- **Records**

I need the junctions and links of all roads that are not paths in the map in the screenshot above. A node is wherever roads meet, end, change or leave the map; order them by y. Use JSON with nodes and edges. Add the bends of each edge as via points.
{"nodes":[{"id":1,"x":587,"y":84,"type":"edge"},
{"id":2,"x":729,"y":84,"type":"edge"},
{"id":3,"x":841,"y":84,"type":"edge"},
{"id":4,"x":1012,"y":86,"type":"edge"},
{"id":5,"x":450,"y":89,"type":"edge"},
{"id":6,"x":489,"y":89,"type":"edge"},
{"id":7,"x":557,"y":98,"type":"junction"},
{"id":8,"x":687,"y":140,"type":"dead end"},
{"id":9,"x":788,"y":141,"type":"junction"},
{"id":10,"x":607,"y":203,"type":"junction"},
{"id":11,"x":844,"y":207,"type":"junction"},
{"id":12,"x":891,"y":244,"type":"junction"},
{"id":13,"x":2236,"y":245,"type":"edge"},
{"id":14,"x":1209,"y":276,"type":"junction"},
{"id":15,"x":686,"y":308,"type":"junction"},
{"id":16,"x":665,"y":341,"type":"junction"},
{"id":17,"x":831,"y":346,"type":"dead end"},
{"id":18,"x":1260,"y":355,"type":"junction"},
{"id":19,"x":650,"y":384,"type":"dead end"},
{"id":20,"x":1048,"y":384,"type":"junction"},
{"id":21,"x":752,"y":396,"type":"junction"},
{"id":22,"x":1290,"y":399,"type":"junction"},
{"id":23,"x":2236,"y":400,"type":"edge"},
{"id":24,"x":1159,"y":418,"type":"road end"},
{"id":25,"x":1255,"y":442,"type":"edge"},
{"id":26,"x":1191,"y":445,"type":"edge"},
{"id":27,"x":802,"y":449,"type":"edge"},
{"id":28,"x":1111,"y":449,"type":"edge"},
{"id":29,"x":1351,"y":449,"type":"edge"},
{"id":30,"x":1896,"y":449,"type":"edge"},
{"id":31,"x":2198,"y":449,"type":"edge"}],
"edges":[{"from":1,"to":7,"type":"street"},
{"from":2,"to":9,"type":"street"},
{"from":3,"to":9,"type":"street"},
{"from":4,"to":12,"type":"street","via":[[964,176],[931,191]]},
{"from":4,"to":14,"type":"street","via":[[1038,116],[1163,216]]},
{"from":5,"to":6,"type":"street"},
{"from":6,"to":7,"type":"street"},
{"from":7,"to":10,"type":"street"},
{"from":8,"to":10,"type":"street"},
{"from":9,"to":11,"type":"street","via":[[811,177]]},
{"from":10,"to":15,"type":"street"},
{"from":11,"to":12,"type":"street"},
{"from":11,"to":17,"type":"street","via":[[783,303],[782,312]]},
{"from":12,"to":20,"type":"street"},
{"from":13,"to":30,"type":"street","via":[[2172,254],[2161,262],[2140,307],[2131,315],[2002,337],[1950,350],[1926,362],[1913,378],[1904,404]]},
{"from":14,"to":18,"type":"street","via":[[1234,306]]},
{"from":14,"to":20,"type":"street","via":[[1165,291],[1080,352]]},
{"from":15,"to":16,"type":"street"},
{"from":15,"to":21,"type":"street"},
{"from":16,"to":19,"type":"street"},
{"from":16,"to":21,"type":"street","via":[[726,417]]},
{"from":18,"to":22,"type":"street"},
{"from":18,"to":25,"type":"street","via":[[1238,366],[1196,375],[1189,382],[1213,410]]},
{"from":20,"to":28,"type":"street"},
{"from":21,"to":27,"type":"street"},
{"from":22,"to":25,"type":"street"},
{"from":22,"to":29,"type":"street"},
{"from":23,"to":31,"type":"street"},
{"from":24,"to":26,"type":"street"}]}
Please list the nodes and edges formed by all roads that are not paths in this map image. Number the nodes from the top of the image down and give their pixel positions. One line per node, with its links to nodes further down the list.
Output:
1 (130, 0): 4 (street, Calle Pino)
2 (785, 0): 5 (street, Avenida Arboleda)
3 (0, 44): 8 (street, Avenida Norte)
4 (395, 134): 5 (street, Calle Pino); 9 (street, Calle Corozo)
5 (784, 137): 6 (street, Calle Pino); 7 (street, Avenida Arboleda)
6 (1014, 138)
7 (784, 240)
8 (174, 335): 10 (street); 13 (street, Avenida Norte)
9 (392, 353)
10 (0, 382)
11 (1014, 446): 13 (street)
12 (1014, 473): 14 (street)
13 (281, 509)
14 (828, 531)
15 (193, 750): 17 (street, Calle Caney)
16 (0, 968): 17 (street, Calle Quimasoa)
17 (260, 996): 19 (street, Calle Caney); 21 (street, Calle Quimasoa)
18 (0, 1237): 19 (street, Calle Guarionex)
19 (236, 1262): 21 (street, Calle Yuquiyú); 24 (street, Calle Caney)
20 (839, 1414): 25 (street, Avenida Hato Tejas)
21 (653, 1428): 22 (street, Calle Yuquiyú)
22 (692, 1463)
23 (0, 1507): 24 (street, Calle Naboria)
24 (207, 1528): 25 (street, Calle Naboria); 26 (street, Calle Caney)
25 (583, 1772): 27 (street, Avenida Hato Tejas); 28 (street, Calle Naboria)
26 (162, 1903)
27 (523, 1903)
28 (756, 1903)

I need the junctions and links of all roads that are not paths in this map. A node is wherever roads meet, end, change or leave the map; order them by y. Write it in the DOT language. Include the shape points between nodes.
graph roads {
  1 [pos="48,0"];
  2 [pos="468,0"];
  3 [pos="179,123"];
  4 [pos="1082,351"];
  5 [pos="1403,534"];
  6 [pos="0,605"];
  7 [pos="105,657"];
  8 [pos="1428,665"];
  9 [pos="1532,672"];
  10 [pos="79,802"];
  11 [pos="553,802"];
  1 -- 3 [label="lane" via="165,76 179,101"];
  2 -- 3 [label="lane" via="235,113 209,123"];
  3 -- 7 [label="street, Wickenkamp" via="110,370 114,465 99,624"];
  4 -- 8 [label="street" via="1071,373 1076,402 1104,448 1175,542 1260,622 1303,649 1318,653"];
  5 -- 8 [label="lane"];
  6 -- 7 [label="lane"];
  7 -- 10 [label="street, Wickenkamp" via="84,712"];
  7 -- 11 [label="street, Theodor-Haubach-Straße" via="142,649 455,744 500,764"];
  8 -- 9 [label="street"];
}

- **What is needed**
Keep every word intact and transcribe the records in full.

- **Answer**
I need the junctions and links of all roads that are not paths in the map in the screenshot above. A node is wherever roads meet, end, change or leave the map; order them by y. Use JSON with nodes and edges. Add the bends of each edge as via points.
{"nodes":[{"id":1,"x":587,"y":84,"type":"edge"},
{"id":2,"x":729,"y":84,"type":"edge"},
{"id":3,"x":841,"y":84,"type":"edge"},
{"id":4,"x":1012,"y":86,"type":"edge"},
{"id":5,"x":450,"y":89,"type":"edge"},
{"id":6,"x":489,"y":89,"type":"edge"},
{"id":7,"x":557,"y":98,"type":"junction"},
{"id":8,"x":687,"y":140,"type":"dead end"},
{"id":9,"x":788,"y":141,"type":"junction"},
{"id":10,"x":607,"y":203,"type":"junction"},
{"id":11,"x":844,"y":207,"type":"junction"},
{"id":12,"x":891,"y":244,"type":"junction"},
{"id":13,"x":2236,"y":245,"type":"edge"},
{"id":14,"x":1209,"y":276,"type":"junction"},
{"id":15,"x":686,"y":308,"type":"junction"},
{"id":16,"x":665,"y":341,"type":"junction"},
{"id":17,"x":831,"y":346,"type":"dead end"},
{"id":18,"x":1260,"y":355,"type":"junction"},
{"id":19,"x":650,"y":384,"type":"dead end"},
{"id":20,"x":1048,"y":384,"type":"junction"},
{"id":21,"x":752,"y":396,"type":"junction"},
{"id":22,"x":1290,"y":399,"type":"junction"},
{"id":23,"x":2236,"y":400,"type":"edge"},
{"id":24,"x":1159,"y":418,"type":"road end"},
{"id":25,"x":1255,"y":442,"type":"edge"},
{"id":26,"x":1191,"y":445,"type":"edge"},
{"id":27,"x":802,"y":449,"type":"edge"},
{"id":28,"x":1111,"y":449,"type":"edge"},
{"id":29,"x":1351,"y":449,"type":"edge"},
{"id":30,"x":1896,"y":449,"type":"edge"},
{"id":31,"x":2198,"y":449,"type":"edge"}],
"edges":[{"from":1,"to":7,"type":"street"},
{"from":2,"to":9,"type":"street"},
{"from":3,"to":9,"type":"street"},
{"from":4,"to":12,"type":"street","via":[[964,176],[931,191]]},
{"from":4,"to":14,"type":"street","via":[[1038,116],[1163,216]]},
{"from":5,"to":6,"type":"street"},
{"from":6,"to":7,"type":"street"},
{"from":7,"to":10,"type":"street"},
{"from":8,"to":10,"type":"street"},
{"from":9,"to":11,"type":"street","via":[[811,177]]},
{"from":10,"to":15,"type":"street"},
{"from":11,"to":12,"type":"street"},
{"from":11,"to":17,"type":"street","via":[[783,303],[782,312]]},
{"from":12,"to":20,"type":"street"},
{"from":13,"to":30,"type":"street","via":[[2172,254],[2161,262],[2140,307],[2131,315],[2002,337],[1950,350],[1926,362],[1913,378],[1904,404]]},
{"from":14,"to":18,"type":"street","via":[[1234,306]]},
{"from":14,"to":20,"type":"street","via":[[1165,291],[1080,352]]},
{"from":15,"to":16,"type":"street"},
{"from":15,"to":21,"type":"street"},
{"from":16,"to":19,"type":"street"},
{"from":16,"to":21,"type":"street","via":[[726,417]]},
{"from":18,"to":22,"type":"street"},
{"from":18,"to":25,"type":"street","via":[[1238,366],[1196,375],[1189,382],[1213,410]]},
{"from":20,"to":28,"type":"street"},
{"from":21,"to":27,"type":"street"},
{"from":22,"to":25,"type":"street"},
{"from":22,"to":29,"type":"street"},
{"from":23,"to":31,"type":"street"},
{"from":24,"to":26,"type":"street"}]}
Please list the nodes and edges formed by all roads that are not paths in this map image. Number the nodes from the top of the image down and give their pixel positions. One line per node, with its links to nodes further down the list.
Output:
1 (130, 0): 4 (street, Calle Pino)
2 (785, 0): 5 (street, Avenida Arboleda)
3 (0, 44): 8 (street, Avenida Norte)
4 (395, 134): 5 (street, Calle Pino); 9 (street, Calle Corozo)
5 (784, 137): 6 (street, Calle Pino); 7 (street, Avenida Arboleda)
6 (1014, 138)
7 (784, 240)
8 (174, 335): 10 (street); 13 (street, Avenida Norte)
9 (392, 353)
10 (0, 382)
11 (1014, 446): 13 (street)
12 (1014, 473): 14 (street)
13 (281, 509)
14 (828, 531)
15 (193, 750): 17 (street, Calle Caney)
16 (0, 968): 17 (street, Calle Quimasoa)
17 (260, 996): 19 (street, Calle Caney); 21 (street, Calle Quimasoa)
18 (0, 1237): 19 (street, Calle Guarionex)
19 (236, 1262): 21 (street, Calle Yuquiyú); 24 (street, Calle Caney)
20 (839, 1414): 25 (street, Avenida Hato Tejas)
21 (653, 1428): 22 (street, Calle Yuquiyú)
22 (692, 1463)
23 (0, 1507): 24 (street, Calle Naboria)
24 (207, 1528): 25 (street, Calle Naboria); 26 (street, Calle Caney)
25 (583, 1772): 27 (street, Avenida Hato Tejas); 28 (street, Calle Naboria)
26 (162, 1903)
27 (523, 1903)
28 (756, 1903)

I need the junctions and links of all roads that are not paths in this map. A node is wherever roads meet, end, change or leave the map; order them by y. Write it in the DOT language. Include the shape points between nodes.
graph roads {
  1 [pos="48,0"];
  2 [pos="468,0"];
  3 [pos="179,123"];
  4 [pos="1082,351"];
  5 [pos="1403,534"];
  6 [pos="0,605"];
  7 [pos="105,657"];
  8 [pos="1428,665"];
  9 [pos="1532,672"];
  10 [pos="79,802"];
  11 [pos="553,802"];
  1 -- 3 [label="lane" via="165,76 179,101"];
  2 -- 3 [label="lane" via="235,113 209,123"];
  3 -- 7 [label="street, Wickenkamp" via="110,370 114,465 99,624"];
  4 -- 8 [label="street" via="1071,373 1076,402 1104,448 1175,542 1260,622 1303,649 1318,653"];
  5 -- 8 [label="lane"];
  6 -- 7 [label="lane"];
  7 -- 10 [label="street, Wickenkamp" via="84,712"];
  7 -- 11 [label="street, Theodor-Haubach-Straße" via="142,649 455,744 500,764"];
  8 -- 9 [label="street"];
}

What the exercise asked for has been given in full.